Data:
+ + +

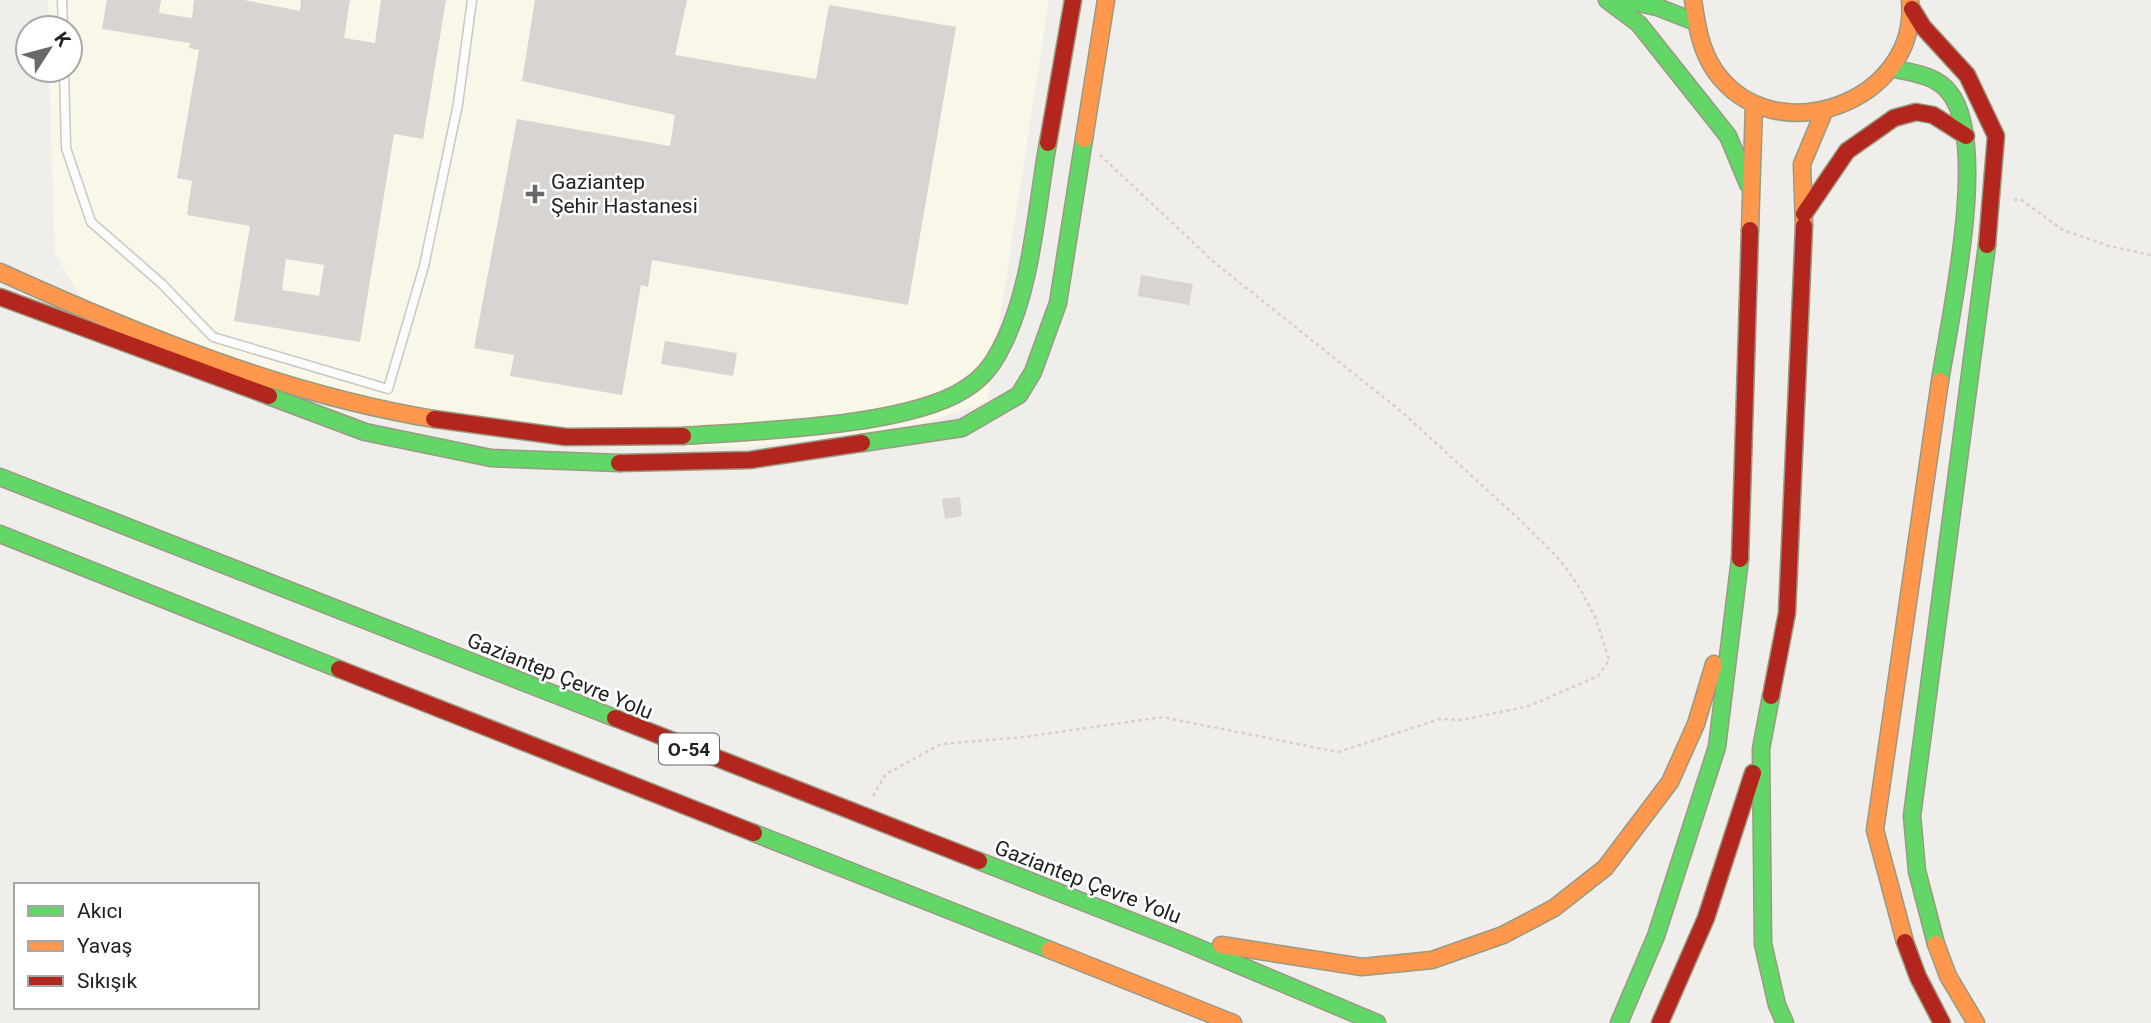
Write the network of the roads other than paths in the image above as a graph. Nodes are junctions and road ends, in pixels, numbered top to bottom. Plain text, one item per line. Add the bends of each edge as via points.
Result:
1 (472, 0) edge
2 (1073, 0) edge
3 (1106, 0) edge
4 (1607, 0) edge
5 (1624, 0) edge
6 (1693, 0) edge
7 (1911, 4) edge
8 (1693, 22) junction
9 (1891, 68) junction
10 (64, 84) edge
11 (1754, 105) junction
12 (1823, 114) junction
13 (1966, 136) junction
14 (1752, 192) junction
15 (1804, 214) junction
16 (0, 272) edge
17 (0, 298) edge
18 (0, 477) edge
19 (0, 534) edge
20 (1739, 584) junction
21 (1761, 749) junction
22 (1177, 939) junction
23 (1233, 1023) edge
24 (1377, 1023) edge
25 (1619, 1023) edge
26 (1660, 1023) edge
27 (1785, 1023) edge
28 (1942, 1023) edge
29 (1976, 1023) edge

1 - 10 lane via 458,104 424,267 388,389 214,337 91,222 66,148
2 - 16 main road via 1020,303 1003,348 981,377 951,399 863,420 703,435 568,437 445,423 365,406 198,354
3 - 17 main road via 1058,303 1033,372 1019,395 962,428 750,460 595,464 491,458 365,432
4 - 14 main road via 1639,24 1728,136
5 - 8 main road
6 - 8 main road
7 - 9 main road via 1905,45
7 - 29 main road via 1923,27 1967,75 1996,136 1993,203 1912,816 1922,898 1941,960
8 - 11 main road via 1704,55 1725,84
9 - 12 main road via 1858,101
9 - 13 main road via 1937,80 1952,94
11 - 12 main road via 1788,115
11 - 14 main road
12 - 15 main road via 1802,164
13 - 15 main road via 1933,115 1916,112 1894,118 1847,151
13 - 28 main road via 1969,184 1875,830 1898,927
14 - 20 main road
15 - 21 main road via 1787,613
18 - 22 main road, Gaziantep Çevre Yolu / O-54
19 - 23 main road, O-54
20 - 22 main road via 1696,724 1670,782 1605,868 1554,908 1503,936 1432,960 1362,967
20 - 25 main road via 1717,747 1656,936
21 - 26 main road via 1706,918
21 - 27 main road via 1763,944
22 - 24 main road, Gaziantep Çevre Yolu / O-54

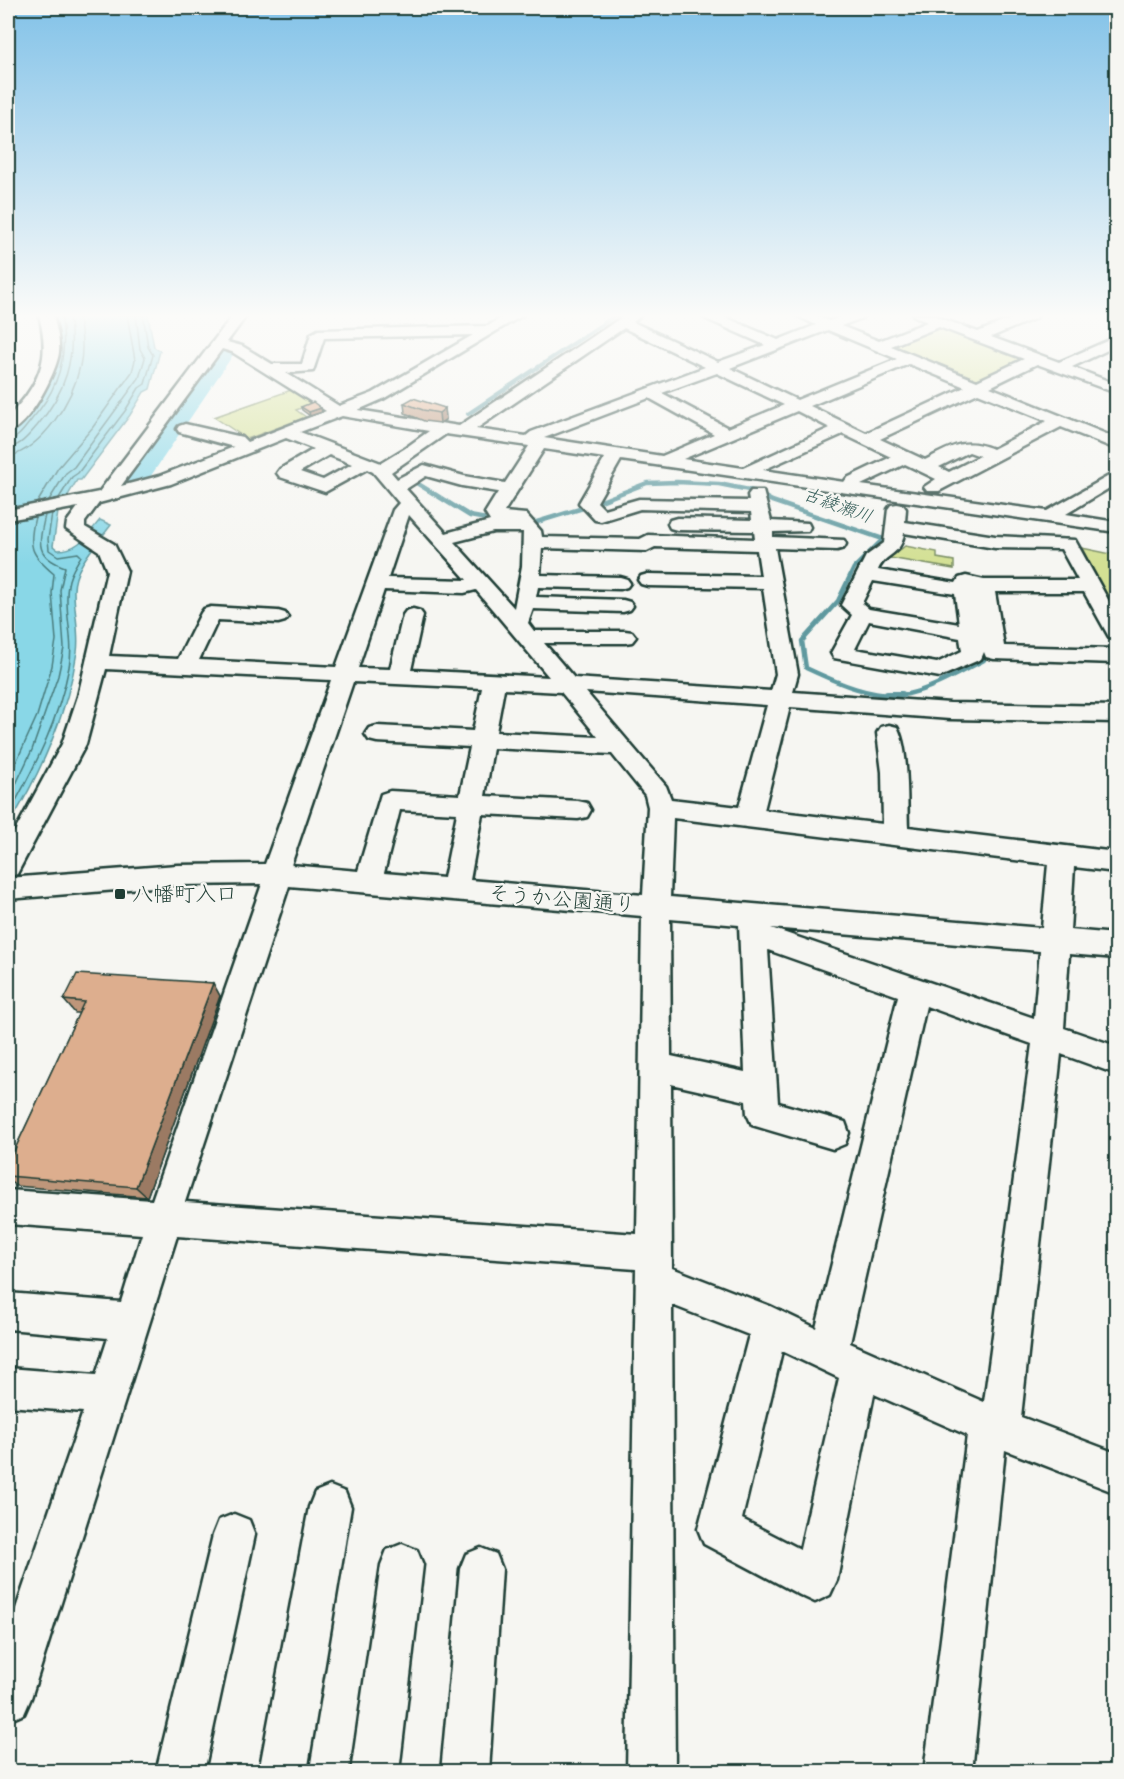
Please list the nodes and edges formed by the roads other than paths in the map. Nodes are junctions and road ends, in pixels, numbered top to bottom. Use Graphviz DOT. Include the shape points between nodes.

+ + +

What is expected: Give back every record exactly. Omit the pictures.

Finished exercise:
Write the network of the roads other than paths in the image above as a graph. Nodes are junctions and road ends, in pixels, numbered top to bottom. Plain text, one item per line. Add the bends of each edge as via points.
Result:
1 (472, 0) edge
2 (1073, 0) edge
3 (1106, 0) edge
4 (1607, 0) edge
5 (1624, 0) edge
6 (1693, 0) edge
7 (1911, 4) edge
8 (1693, 22) junction
9 (1891, 68) junction
10 (64, 84) edge
11 (1754, 105) junction
12 (1823, 114) junction
13 (1966, 136) junction
14 (1752, 192) junction
15 (1804, 214) junction
16 (0, 272) edge
17 (0, 298) edge
18 (0, 477) edge
19 (0, 534) edge
20 (1739, 584) junction
21 (1761, 749) junction
22 (1177, 939) junction
23 (1233, 1023) edge
24 (1377, 1023) edge
25 (1619, 1023) edge
26 (1660, 1023) edge
27 (1785, 1023) edge
28 (1942, 1023) edge
29 (1976, 1023) edge

1 - 10 lane via 458,104 424,267 388,389 214,337 91,222 66,148
2 - 16 main road via 1020,303 1003,348 981,377 951,399 863,420 703,435 568,437 445,423 365,406 198,354
3 - 17 main road via 1058,303 1033,372 1019,395 962,428 750,460 595,464 491,458 365,432
4 - 14 main road via 1639,24 1728,136
5 - 8 main road
6 - 8 main road
7 - 9 main road via 1905,45
7 - 29 main road via 1923,27 1967,75 1996,136 1993,203 1912,816 1922,898 1941,960
8 - 11 main road via 1704,55 1725,84
9 - 12 main road via 1858,101
9 - 13 main road via 1937,80 1952,94
11 - 12 main road via 1788,115
11 - 14 main road
12 - 15 main road via 1802,164
13 - 15 main road via 1933,115 1916,112 1894,118 1847,151
13 - 28 main road via 1969,184 1875,830 1898,927
14 - 20 main road
15 - 21 main road via 1787,613
18 - 22 main road, Gaziantep Çevre Yolu / O-54
19 - 23 main road, O-54
20 - 22 main road via 1696,724 1670,782 1605,868 1554,908 1503,936 1432,960 1362,967
20 - 25 main road via 1717,747 1656,936
21 - 26 main road via 1706,918
21 - 27 main road via 1763,944
22 - 24 main road, Gaziantep Çevre Yolu / O-54

Please list the nodes and edges formed by the roads other than paths in the map. Nodes are junctions and road ends, in pixels, numbered top to bottom. Use Graphviz DOT. Include the shape points between nodes.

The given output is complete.